What is expected: Produce the listing below again, exactly as shown.
Input: Begin
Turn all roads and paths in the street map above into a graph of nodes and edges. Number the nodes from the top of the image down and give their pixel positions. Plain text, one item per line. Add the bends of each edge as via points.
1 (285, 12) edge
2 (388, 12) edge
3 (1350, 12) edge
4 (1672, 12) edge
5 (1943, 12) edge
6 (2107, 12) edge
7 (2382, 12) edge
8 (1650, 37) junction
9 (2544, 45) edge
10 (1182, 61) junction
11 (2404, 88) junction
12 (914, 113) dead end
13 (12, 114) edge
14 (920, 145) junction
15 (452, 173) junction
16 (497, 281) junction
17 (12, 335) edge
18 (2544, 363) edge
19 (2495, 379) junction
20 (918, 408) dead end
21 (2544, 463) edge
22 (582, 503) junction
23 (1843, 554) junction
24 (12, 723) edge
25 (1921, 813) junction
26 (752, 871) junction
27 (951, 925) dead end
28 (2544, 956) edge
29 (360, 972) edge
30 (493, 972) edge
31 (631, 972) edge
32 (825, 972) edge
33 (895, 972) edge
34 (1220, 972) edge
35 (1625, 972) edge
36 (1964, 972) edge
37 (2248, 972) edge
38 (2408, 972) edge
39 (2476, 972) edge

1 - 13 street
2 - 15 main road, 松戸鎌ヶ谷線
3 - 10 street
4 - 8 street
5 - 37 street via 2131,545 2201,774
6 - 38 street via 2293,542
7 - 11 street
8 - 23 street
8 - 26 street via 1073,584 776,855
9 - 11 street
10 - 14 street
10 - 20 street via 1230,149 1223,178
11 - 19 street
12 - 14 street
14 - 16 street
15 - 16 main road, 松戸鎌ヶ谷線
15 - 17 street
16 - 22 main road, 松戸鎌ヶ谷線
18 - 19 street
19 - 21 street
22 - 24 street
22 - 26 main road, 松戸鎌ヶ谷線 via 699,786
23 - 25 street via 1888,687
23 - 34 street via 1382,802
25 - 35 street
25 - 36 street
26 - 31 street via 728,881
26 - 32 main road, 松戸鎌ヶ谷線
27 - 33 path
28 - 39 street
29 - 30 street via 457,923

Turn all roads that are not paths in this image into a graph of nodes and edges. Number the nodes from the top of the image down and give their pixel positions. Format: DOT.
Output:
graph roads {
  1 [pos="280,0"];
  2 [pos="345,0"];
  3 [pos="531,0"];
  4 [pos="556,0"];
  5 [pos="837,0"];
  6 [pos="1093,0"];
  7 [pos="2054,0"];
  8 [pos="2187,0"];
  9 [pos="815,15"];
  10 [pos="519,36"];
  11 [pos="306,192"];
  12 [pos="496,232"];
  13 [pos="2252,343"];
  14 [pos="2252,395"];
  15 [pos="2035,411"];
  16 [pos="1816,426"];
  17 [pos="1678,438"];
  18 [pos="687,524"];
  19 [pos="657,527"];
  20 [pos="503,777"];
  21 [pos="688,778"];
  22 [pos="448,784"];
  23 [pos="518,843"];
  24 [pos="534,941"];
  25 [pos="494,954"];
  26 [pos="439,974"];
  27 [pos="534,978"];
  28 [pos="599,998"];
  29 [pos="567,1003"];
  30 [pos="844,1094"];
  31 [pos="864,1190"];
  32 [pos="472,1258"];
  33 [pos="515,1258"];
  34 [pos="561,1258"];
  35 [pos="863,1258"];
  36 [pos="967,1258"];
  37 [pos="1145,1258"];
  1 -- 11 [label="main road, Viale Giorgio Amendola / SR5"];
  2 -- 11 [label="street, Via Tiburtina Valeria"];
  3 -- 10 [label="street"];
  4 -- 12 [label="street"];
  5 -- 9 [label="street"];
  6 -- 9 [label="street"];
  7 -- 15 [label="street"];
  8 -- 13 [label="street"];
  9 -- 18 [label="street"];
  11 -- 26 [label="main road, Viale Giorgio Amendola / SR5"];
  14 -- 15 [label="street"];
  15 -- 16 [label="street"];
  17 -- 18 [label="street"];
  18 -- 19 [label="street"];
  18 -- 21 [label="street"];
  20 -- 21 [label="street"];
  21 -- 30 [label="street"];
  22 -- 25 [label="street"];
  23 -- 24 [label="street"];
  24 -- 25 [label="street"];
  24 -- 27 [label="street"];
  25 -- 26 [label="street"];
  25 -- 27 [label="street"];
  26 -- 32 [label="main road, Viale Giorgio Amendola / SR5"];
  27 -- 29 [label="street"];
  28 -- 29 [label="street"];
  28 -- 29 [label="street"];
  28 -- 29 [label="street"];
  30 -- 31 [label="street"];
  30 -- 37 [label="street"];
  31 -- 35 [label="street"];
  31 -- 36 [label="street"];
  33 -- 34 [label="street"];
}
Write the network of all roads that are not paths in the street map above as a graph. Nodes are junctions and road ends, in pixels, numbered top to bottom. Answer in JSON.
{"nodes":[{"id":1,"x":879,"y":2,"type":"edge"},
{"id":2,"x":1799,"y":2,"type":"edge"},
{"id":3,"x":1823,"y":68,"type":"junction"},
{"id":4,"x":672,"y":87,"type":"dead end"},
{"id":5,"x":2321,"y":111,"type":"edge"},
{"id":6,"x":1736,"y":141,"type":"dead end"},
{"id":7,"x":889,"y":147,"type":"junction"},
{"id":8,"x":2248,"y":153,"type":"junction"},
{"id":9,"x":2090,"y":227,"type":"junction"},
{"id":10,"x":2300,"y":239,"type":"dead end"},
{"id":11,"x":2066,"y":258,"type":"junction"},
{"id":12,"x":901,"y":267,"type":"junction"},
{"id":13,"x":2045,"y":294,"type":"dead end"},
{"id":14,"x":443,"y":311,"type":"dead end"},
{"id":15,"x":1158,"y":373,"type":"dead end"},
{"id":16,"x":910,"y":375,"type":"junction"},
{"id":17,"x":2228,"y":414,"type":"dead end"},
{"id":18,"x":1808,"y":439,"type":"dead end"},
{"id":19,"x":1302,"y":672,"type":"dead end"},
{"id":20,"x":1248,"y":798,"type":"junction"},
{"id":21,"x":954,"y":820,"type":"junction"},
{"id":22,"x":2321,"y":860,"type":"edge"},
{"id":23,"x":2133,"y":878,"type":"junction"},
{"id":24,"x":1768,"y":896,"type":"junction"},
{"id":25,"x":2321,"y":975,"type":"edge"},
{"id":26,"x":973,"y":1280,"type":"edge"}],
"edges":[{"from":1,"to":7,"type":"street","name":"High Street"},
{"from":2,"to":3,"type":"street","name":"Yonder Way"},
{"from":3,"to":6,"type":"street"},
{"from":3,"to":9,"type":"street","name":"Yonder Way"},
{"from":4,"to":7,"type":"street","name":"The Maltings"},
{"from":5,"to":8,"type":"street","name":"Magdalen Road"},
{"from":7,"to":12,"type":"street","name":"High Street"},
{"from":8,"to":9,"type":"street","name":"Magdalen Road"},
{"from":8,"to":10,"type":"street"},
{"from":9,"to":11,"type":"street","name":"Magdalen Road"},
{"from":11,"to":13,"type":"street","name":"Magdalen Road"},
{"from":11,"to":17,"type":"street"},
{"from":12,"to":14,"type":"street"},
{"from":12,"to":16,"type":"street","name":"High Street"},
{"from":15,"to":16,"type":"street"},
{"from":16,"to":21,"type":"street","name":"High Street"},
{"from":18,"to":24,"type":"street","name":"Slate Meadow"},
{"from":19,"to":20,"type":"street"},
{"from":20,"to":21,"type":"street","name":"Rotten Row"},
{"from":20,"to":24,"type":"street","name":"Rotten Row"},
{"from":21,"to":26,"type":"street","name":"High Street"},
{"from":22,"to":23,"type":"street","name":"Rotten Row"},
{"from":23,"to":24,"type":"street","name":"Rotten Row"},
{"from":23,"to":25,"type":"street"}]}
Input: End
Task output:
Turn all roads and paths in the street map above into a graph of nodes and edges. Number the nodes from the top of the image down and give their pixel positions. Plain text, one item per line. Add the bends of each edge as via points.
1 (285, 12) edge
2 (388, 12) edge
3 (1350, 12) edge
4 (1672, 12) edge
5 (1943, 12) edge
6 (2107, 12) edge
7 (2382, 12) edge
8 (1650, 37) junction
9 (2544, 45) edge
10 (1182, 61) junction
11 (2404, 88) junction
12 (914, 113) dead end
13 (12, 114) edge
14 (920, 145) junction
15 (452, 173) junction
16 (497, 281) junction
17 (12, 335) edge
18 (2544, 363) edge
19 (2495, 379) junction
20 (918, 408) dead end
21 (2544, 463) edge
22 (582, 503) junction
23 (1843, 554) junction
24 (12, 723) edge
25 (1921, 813) junction
26 (752, 871) junction
27 (951, 925) dead end
28 (2544, 956) edge
29 (360, 972) edge
30 (493, 972) edge
31 (631, 972) edge
32 (825, 972) edge
33 (895, 972) edge
34 (1220, 972) edge
35 (1625, 972) edge
36 (1964, 972) edge
37 (2248, 972) edge
38 (2408, 972) edge
39 (2476, 972) edge

1 - 13 street
2 - 15 main road, 松戸鎌ヶ谷線
3 - 10 street
4 - 8 street
5 - 37 street via 2131,545 2201,774
6 - 38 street via 2293,542
7 - 11 street
8 - 23 street
8 - 26 street via 1073,584 776,855
9 - 11 street
10 - 14 street
10 - 20 street via 1230,149 1223,178
11 - 19 street
12 - 14 street
14 - 16 street
15 - 16 main road, 松戸鎌ヶ谷線
15 - 17 street
16 - 22 main road, 松戸鎌ヶ谷線
18 - 19 street
19 - 21 street
22 - 24 street
22 - 26 main road, 松戸鎌ヶ谷線 via 699,786
23 - 25 street via 1888,687
23 - 34 street via 1382,802
25 - 35 street
25 - 36 street
26 - 31 street via 728,881
26 - 32 main road, 松戸鎌ヶ谷線
27 - 33 path
28 - 39 street
29 - 30 street via 457,923

Turn all roads that are not paths in this image into a graph of nodes and edges. Number the nodes from the top of the image down and give their pixel positions. Format: DOT.
Output:
graph roads {
  1 [pos="280,0"];
  2 [pos="345,0"];
  3 [pos="531,0"];
  4 [pos="556,0"];
  5 [pos="837,0"];
  6 [pos="1093,0"];
  7 [pos="2054,0"];
  8 [pos="2187,0"];
  9 [pos="815,15"];
  10 [pos="519,36"];
  11 [pos="306,192"];
  12 [pos="496,232"];
  13 [pos="2252,343"];
  14 [pos="2252,395"];
  15 [pos="2035,411"];
  16 [pos="1816,426"];
  17 [pos="1678,438"];
  18 [pos="687,524"];
  19 [pos="657,527"];
  20 [pos="503,777"];
  21 [pos="688,778"];
  22 [pos="448,784"];
  23 [pos="518,843"];
  24 [pos="534,941"];
  25 [pos="494,954"];
  26 [pos="439,974"];
  27 [pos="534,978"];
  28 [pos="599,998"];
  29 [pos="567,1003"];
  30 [pos="844,1094"];
  31 [pos="864,1190"];
  32 [pos="472,1258"];
  33 [pos="515,1258"];
  34 [pos="561,1258"];
  35 [pos="863,1258"];
  36 [pos="967,1258"];
  37 [pos="1145,1258"];
  1 -- 11 [label="main road, Viale Giorgio Amendola / SR5"];
  2 -- 11 [label="street, Via Tiburtina Valeria"];
  3 -- 10 [label="street"];
  4 -- 12 [label="street"];
  5 -- 9 [label="street"];
  6 -- 9 [label="street"];
  7 -- 15 [label="street"];
  8 -- 13 [label="street"];
  9 -- 18 [label="street"];
  11 -- 26 [label="main road, Viale Giorgio Amendola / SR5"];
  14 -- 15 [label="street"];
  15 -- 16 [label="street"];
  17 -- 18 [label="street"];
  18 -- 19 [label="street"];
  18 -- 21 [label="street"];
  20 -- 21 [label="street"];
  21 -- 30 [label="street"];
  22 -- 25 [label="street"];
  23 -- 24 [label="street"];
  24 -- 25 [label="street"];
  24 -- 27 [label="street"];
  25 -- 26 [label="street"];
  25 -- 27 [label="street"];
  26 -- 32 [label="main road, Viale Giorgio Amendola / SR5"];
  27 -- 29 [label="street"];
  28 -- 29 [label="street"];
  28 -- 29 [label="street"];
  28 -- 29 [label="street"];
  30 -- 31 [label="street"];
  30 -- 37 [label="street"];
  31 -- 35 [label="street"];
  31 -- 36 [label="street"];
  33 -- 34 [label="street"];
}
Write the network of all roads that are not paths in the street map above as a graph. Nodes are junctions and road ends, in pixels, numbered top to bottom. Answer in JSON.
{"nodes":[{"id":1,"x":879,"y":2,"type":"edge"},
{"id":2,"x":1799,"y":2,"type":"edge"},
{"id":3,"x":1823,"y":68,"type":"junction"},
{"id":4,"x":672,"y":87,"type":"dead end"},
{"id":5,"x":2321,"y":111,"type":"edge"},
{"id":6,"x":1736,"y":141,"type":"dead end"},
{"id":7,"x":889,"y":147,"type":"junction"},
{"id":8,"x":2248,"y":153,"type":"junction"},
{"id":9,"x":2090,"y":227,"type":"junction"},
{"id":10,"x":2300,"y":239,"type":"dead end"},
{"id":11,"x":2066,"y":258,"type":"junction"},
{"id":12,"x":901,"y":267,"type":"junction"},
{"id":13,"x":2045,"y":294,"type":"dead end"},
{"id":14,"x":443,"y":311,"type":"dead end"},
{"id":15,"x":1158,"y":373,"type":"dead end"},
{"id":16,"x":910,"y":375,"type":"junction"},
{"id":17,"x":2228,"y":414,"type":"dead end"},
{"id":18,"x":1808,"y":439,"type":"dead end"},
{"id":19,"x":1302,"y":672,"type":"dead end"},
{"id":20,"x":1248,"y":798,"type":"junction"},
{"id":21,"x":954,"y":820,"type":"junction"},
{"id":22,"x":2321,"y":860,"type":"edge"},
{"id":23,"x":2133,"y":878,"type":"junction"},
{"id":24,"x":1768,"y":896,"type":"junction"},
{"id":25,"x":2321,"y":975,"type":"edge"},
{"id":26,"x":973,"y":1280,"type":"edge"}],
"edges":[{"from":1,"to":7,"type":"street","name":"High Street"},
{"from":2,"to":3,"type":"street","name":"Yonder Way"},
{"from":3,"to":6,"type":"street"},
{"from":3,"to":9,"type":"street","name":"Yonder Way"},
{"from":4,"to":7,"type":"street","name":"The Maltings"},
{"from":5,"to":8,"type":"street","name":"Magdalen Road"},
{"from":7,"to":12,"type":"street","name":"High Street"},
{"from":8,"to":9,"type":"street","name":"Magdalen Road"},
{"from":8,"to":10,"type":"street"},
{"from":9,"to":11,"type":"street","name":"Magdalen Road"},
{"from":11,"to":13,"type":"street","name":"Magdalen Road"},
{"from":11,"to":17,"type":"street"},
{"from":12,"to":14,"type":"street"},
{"from":12,"to":16,"type":"street","name":"High Street"},
{"from":15,"to":16,"type":"street"},
{"from":16,"to":21,"type":"street","name":"High Street"},
{"from":18,"to":24,"type":"street","name":"Slate Meadow"},
{"from":19,"to":20,"type":"street"},
{"from":20,"to":21,"type":"street","name":"Rotten Row"},
{"from":20,"to":24,"type":"street","name":"Rotten Row"},
{"from":21,"to":26,"type":"street","name":"High Street"},
{"from":22,"to":23,"type":"street","name":"Rotten Row"},
{"from":23,"to":24,"type":"street","name":"Rotten Row"},
{"from":23,"to":25,"type":"street"}]}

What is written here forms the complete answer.